(What to produce) Your answer is every line of the material below in which the string "Trentin" occurs.

··········

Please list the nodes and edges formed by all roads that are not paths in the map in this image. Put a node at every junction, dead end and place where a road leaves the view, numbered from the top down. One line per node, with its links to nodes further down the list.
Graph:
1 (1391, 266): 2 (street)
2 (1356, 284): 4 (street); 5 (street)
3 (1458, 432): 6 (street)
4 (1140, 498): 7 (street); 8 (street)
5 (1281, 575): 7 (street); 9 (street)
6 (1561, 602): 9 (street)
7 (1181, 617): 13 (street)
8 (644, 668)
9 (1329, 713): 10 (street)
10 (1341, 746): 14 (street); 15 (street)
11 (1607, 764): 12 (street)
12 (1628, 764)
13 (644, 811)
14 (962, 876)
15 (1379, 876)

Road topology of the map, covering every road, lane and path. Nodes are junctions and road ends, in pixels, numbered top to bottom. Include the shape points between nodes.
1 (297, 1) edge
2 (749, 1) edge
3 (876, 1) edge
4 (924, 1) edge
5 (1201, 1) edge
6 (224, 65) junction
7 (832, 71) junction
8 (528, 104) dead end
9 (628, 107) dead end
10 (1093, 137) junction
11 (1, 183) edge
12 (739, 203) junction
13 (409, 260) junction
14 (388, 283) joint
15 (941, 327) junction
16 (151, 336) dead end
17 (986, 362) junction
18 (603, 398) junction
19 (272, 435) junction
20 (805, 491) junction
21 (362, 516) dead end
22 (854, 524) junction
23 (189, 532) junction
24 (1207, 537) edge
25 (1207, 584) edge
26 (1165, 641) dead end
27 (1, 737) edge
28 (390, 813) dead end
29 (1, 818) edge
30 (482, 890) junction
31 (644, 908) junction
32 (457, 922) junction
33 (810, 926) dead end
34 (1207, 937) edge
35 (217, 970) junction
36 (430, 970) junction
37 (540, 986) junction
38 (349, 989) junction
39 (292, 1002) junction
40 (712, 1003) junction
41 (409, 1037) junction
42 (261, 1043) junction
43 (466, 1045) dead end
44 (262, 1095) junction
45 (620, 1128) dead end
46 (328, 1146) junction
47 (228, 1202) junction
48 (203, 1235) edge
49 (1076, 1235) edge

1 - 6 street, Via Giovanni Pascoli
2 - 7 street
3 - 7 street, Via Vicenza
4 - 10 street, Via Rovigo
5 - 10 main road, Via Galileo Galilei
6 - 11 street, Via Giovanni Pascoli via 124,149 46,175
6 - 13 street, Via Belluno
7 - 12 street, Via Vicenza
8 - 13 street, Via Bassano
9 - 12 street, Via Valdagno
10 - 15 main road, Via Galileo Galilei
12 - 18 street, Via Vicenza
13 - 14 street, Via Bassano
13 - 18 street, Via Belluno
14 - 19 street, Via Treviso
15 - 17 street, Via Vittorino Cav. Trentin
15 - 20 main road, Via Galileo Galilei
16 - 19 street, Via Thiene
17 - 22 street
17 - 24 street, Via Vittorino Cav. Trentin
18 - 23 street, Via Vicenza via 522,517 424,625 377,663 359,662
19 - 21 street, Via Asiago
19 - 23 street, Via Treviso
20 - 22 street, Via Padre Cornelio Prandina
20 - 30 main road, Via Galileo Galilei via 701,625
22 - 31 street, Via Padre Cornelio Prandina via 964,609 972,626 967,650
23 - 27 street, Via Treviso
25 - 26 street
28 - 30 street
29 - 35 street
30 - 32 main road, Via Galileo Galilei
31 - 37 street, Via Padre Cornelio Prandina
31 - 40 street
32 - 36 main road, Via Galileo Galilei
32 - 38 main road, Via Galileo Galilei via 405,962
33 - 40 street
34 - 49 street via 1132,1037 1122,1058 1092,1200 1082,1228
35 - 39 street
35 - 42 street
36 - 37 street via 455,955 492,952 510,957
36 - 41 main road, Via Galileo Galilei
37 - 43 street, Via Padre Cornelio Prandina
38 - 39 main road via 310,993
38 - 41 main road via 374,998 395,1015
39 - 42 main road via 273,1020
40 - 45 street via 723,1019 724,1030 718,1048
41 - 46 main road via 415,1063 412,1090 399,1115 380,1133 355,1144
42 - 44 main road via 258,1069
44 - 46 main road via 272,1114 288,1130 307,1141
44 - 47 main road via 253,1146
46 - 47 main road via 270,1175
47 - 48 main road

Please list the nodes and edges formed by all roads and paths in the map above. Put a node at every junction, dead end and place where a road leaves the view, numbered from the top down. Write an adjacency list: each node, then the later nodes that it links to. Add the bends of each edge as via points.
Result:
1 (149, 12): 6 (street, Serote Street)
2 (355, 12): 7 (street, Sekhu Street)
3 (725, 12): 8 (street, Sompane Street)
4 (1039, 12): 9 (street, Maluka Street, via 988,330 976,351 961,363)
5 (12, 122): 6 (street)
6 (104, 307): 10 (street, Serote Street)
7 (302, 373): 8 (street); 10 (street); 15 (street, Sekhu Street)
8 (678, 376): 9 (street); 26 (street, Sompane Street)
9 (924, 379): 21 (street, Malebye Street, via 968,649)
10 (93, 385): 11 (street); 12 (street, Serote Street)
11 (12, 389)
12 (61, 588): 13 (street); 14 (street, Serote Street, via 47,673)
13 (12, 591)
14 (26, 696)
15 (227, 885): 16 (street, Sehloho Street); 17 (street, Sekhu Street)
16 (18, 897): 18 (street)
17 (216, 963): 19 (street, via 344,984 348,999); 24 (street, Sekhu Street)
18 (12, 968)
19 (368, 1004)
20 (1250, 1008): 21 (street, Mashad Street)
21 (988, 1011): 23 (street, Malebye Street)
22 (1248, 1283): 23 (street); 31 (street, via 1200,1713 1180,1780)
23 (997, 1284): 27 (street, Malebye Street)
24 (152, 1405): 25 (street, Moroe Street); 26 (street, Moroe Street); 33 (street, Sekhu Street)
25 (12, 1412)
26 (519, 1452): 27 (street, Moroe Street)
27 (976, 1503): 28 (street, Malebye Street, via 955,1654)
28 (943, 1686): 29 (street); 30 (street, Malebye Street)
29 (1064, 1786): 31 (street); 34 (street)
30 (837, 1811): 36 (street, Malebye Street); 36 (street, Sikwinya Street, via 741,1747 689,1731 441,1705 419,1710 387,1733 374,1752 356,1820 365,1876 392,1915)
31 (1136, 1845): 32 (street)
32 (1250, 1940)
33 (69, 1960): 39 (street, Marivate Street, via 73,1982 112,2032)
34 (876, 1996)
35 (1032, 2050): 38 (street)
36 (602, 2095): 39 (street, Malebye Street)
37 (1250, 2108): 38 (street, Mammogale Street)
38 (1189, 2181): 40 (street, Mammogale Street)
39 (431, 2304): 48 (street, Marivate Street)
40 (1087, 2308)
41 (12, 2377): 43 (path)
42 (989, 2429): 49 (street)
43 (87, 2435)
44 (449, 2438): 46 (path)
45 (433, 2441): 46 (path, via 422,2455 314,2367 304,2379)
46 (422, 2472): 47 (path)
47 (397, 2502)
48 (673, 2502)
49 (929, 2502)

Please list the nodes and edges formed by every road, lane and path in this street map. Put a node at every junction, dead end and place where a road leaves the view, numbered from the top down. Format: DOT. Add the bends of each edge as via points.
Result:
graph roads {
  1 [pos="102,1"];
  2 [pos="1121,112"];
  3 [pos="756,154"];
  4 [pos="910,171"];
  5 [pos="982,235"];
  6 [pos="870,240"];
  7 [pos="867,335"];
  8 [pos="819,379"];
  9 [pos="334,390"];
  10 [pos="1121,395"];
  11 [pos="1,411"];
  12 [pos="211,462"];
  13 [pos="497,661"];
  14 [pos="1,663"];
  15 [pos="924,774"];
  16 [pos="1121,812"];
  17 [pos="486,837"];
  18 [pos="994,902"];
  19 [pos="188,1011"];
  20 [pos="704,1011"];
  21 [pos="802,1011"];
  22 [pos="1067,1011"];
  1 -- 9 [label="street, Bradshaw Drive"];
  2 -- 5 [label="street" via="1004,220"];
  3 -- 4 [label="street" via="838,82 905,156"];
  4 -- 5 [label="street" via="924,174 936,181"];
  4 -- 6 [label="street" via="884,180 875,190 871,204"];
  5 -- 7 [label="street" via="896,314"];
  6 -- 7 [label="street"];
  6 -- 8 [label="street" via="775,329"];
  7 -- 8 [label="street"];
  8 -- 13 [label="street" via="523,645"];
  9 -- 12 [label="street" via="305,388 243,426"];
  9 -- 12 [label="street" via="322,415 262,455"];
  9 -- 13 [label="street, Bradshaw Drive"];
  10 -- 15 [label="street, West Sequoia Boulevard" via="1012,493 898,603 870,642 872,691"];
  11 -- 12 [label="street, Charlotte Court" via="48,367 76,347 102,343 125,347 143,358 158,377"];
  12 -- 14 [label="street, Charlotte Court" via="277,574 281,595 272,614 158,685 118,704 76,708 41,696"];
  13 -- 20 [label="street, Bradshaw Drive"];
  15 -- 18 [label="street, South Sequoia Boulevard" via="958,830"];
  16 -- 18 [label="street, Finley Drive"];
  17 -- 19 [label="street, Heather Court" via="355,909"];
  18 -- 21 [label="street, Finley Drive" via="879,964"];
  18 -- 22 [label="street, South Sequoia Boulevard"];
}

··········

(Answer space)
15 - 17 street, Via Vittorino Cav. Trentin
17 - 24 street, Via Vittorino Cav. Trentin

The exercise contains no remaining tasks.